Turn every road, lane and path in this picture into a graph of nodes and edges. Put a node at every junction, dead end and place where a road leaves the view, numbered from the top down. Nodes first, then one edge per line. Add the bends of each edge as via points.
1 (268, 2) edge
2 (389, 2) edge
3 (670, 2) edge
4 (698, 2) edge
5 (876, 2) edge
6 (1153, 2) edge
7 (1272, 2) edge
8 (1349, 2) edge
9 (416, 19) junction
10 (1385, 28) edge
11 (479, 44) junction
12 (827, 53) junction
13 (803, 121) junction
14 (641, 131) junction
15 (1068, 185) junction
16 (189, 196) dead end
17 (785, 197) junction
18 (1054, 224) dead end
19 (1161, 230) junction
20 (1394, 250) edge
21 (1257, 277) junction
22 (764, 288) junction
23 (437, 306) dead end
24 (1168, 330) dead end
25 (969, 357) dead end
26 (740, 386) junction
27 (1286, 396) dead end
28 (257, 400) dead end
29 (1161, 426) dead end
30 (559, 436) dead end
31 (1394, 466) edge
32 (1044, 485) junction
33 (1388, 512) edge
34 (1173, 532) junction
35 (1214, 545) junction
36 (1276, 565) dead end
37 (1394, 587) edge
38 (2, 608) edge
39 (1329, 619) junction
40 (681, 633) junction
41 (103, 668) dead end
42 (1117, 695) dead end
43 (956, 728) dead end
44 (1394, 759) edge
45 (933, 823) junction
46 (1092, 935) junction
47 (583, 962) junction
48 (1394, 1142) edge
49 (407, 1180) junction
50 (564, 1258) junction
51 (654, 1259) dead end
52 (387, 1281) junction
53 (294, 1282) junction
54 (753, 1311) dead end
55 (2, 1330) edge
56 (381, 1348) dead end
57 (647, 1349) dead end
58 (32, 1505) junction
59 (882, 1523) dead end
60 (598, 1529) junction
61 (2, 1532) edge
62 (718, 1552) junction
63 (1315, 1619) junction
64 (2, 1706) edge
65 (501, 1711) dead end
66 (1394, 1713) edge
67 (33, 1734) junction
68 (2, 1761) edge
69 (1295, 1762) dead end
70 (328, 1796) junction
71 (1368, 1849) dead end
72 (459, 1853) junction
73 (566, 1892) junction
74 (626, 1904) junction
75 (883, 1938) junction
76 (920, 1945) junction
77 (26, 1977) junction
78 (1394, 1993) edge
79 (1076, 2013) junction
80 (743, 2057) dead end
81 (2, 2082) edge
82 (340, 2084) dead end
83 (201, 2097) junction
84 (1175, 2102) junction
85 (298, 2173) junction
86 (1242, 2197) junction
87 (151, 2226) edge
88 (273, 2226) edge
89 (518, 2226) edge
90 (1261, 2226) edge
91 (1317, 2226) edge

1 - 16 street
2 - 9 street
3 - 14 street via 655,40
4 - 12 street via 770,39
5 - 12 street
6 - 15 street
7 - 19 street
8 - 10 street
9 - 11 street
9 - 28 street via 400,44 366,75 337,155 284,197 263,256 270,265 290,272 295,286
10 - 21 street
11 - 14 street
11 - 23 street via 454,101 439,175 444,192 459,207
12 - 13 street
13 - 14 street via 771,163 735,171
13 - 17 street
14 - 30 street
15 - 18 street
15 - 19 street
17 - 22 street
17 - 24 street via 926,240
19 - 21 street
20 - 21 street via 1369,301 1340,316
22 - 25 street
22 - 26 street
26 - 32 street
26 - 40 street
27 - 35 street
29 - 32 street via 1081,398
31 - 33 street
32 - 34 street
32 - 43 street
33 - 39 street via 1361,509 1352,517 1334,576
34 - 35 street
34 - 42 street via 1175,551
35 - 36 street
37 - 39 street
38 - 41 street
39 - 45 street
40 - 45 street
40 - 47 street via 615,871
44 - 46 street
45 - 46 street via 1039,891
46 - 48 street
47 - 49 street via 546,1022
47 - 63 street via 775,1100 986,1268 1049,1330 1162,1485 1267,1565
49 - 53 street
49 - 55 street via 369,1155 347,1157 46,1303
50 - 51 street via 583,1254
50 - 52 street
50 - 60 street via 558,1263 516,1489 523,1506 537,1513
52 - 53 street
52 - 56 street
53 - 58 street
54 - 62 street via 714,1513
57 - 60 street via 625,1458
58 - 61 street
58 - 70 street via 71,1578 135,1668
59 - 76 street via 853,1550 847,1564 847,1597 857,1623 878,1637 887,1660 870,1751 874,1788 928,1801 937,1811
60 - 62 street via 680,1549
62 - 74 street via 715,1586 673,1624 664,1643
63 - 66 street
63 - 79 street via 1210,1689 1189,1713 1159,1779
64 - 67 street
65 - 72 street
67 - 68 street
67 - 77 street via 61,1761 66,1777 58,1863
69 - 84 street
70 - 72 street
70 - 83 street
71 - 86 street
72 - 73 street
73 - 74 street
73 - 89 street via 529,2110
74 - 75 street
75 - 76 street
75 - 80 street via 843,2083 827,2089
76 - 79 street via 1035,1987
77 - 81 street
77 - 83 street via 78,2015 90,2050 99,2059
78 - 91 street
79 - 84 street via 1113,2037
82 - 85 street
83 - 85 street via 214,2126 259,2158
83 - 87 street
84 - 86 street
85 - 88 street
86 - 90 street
══════════════════════════════
• _INSTRUCTIONS FOR THE TASK_: Whatever appears in the listing above, write it down again exactly.

• _YOUR RESPONSE_:
Turn every road, lane and path in this picture into a graph of nodes and edges. Put a node at every junction, dead end and place where a road leaves the view, numbered from the top down. Nodes first, then one edge per line. Add the bends of each edge as via points.
1 (268, 2) edge
2 (389, 2) edge
3 (670, 2) edge
4 (698, 2) edge
5 (876, 2) edge
6 (1153, 2) edge
7 (1272, 2) edge
8 (1349, 2) edge
9 (416, 19) junction
10 (1385, 28) edge
11 (479, 44) junction
12 (827, 53) junction
13 (803, 121) junction
14 (641, 131) junction
15 (1068, 185) junction
16 (189, 196) dead end
17 (785, 197) junction
18 (1054, 224) dead end
19 (1161, 230) junction
20 (1394, 250) edge
21 (1257, 277) junction
22 (764, 288) junction
23 (437, 306) dead end
24 (1168, 330) dead end
25 (969, 357) dead end
26 (740, 386) junction
27 (1286, 396) dead end
28 (257, 400) dead end
29 (1161, 426) dead end
30 (559, 436) dead end
31 (1394, 466) edge
32 (1044, 485) junction
33 (1388, 512) edge
34 (1173, 532) junction
35 (1214, 545) junction
36 (1276, 565) dead end
37 (1394, 587) edge
38 (2, 608) edge
39 (1329, 619) junction
40 (681, 633) junction
41 (103, 668) dead end
42 (1117, 695) dead end
43 (956, 728) dead end
44 (1394, 759) edge
45 (933, 823) junction
46 (1092, 935) junction
47 (583, 962) junction
48 (1394, 1142) edge
49 (407, 1180) junction
50 (564, 1258) junction
51 (654, 1259) dead end
52 (387, 1281) junction
53 (294, 1282) junction
54 (753, 1311) dead end
55 (2, 1330) edge
56 (381, 1348) dead end
57 (647, 1349) dead end
58 (32, 1505) junction
59 (882, 1523) dead end
60 (598, 1529) junction
61 (2, 1532) edge
62 (718, 1552) junction
63 (1315, 1619) junction
64 (2, 1706) edge
65 (501, 1711) dead end
66 (1394, 1713) edge
67 (33, 1734) junction
68 (2, 1761) edge
69 (1295, 1762) dead end
70 (328, 1796) junction
71 (1368, 1849) dead end
72 (459, 1853) junction
73 (566, 1892) junction
74 (626, 1904) junction
75 (883, 1938) junction
76 (920, 1945) junction
77 (26, 1977) junction
78 (1394, 1993) edge
79 (1076, 2013) junction
80 (743, 2057) dead end
81 (2, 2082) edge
82 (340, 2084) dead end
83 (201, 2097) junction
84 (1175, 2102) junction
85 (298, 2173) junction
86 (1242, 2197) junction
87 (151, 2226) edge
88 (273, 2226) edge
89 (518, 2226) edge
90 (1261, 2226) edge
91 (1317, 2226) edge

1 - 16 street
2 - 9 street
3 - 14 street via 655,40
4 - 12 street via 770,39
5 - 12 street
6 - 15 street
7 - 19 street
8 - 10 street
9 - 11 street
9 - 28 street via 400,44 366,75 337,155 284,197 263,256 270,265 290,272 295,286
10 - 21 street
11 - 14 street
11 - 23 street via 454,101 439,175 444,192 459,207
12 - 13 street
13 - 14 street via 771,163 735,171
13 - 17 street
14 - 30 street
15 - 18 street
15 - 19 street
17 - 22 street
17 - 24 street via 926,240
19 - 21 street
20 - 21 street via 1369,301 1340,316
22 - 25 street
22 - 26 street
26 - 32 street
26 - 40 street
27 - 35 street
29 - 32 street via 1081,398
31 - 33 street
32 - 34 street
32 - 43 street
33 - 39 street via 1361,509 1352,517 1334,576
34 - 35 street
34 - 42 street via 1175,551
35 - 36 street
37 - 39 street
38 - 41 street
39 - 45 street
40 - 45 street
40 - 47 street via 615,871
44 - 46 street
45 - 46 street via 1039,891
46 - 48 street
47 - 49 street via 546,1022
47 - 63 street via 775,1100 986,1268 1049,1330 1162,1485 1267,1565
49 - 53 street
49 - 55 street via 369,1155 347,1157 46,1303
50 - 51 street via 583,1254
50 - 52 street
50 - 60 street via 558,1263 516,1489 523,1506 537,1513
52 - 53 street
52 - 56 street
53 - 58 street
54 - 62 street via 714,1513
57 - 60 street via 625,1458
58 - 61 street
58 - 70 street via 71,1578 135,1668
59 - 76 street via 853,1550 847,1564 847,1597 857,1623 878,1637 887,1660 870,1751 874,1788 928,1801 937,1811
60 - 62 street via 680,1549
62 - 74 street via 715,1586 673,1624 664,1643
63 - 66 street
63 - 79 street via 1210,1689 1189,1713 1159,1779
64 - 67 street
65 - 72 street
67 - 68 street
67 - 77 street via 61,1761 66,1777 58,1863
69 - 84 street
70 - 72 street
70 - 83 street
71 - 86 street
72 - 73 street
73 - 74 street
73 - 89 street via 529,2110
74 - 75 street
75 - 76 street
75 - 80 street via 843,2083 827,2089
76 - 79 street via 1035,1987
77 - 81 street
77 - 83 street via 78,2015 90,2050 99,2059
78 - 91 street
79 - 84 street via 1113,2037
82 - 85 street
83 - 85 street via 214,2126 259,2158
83 - 87 street
84 - 86 street
85 - 88 street
86 - 90 street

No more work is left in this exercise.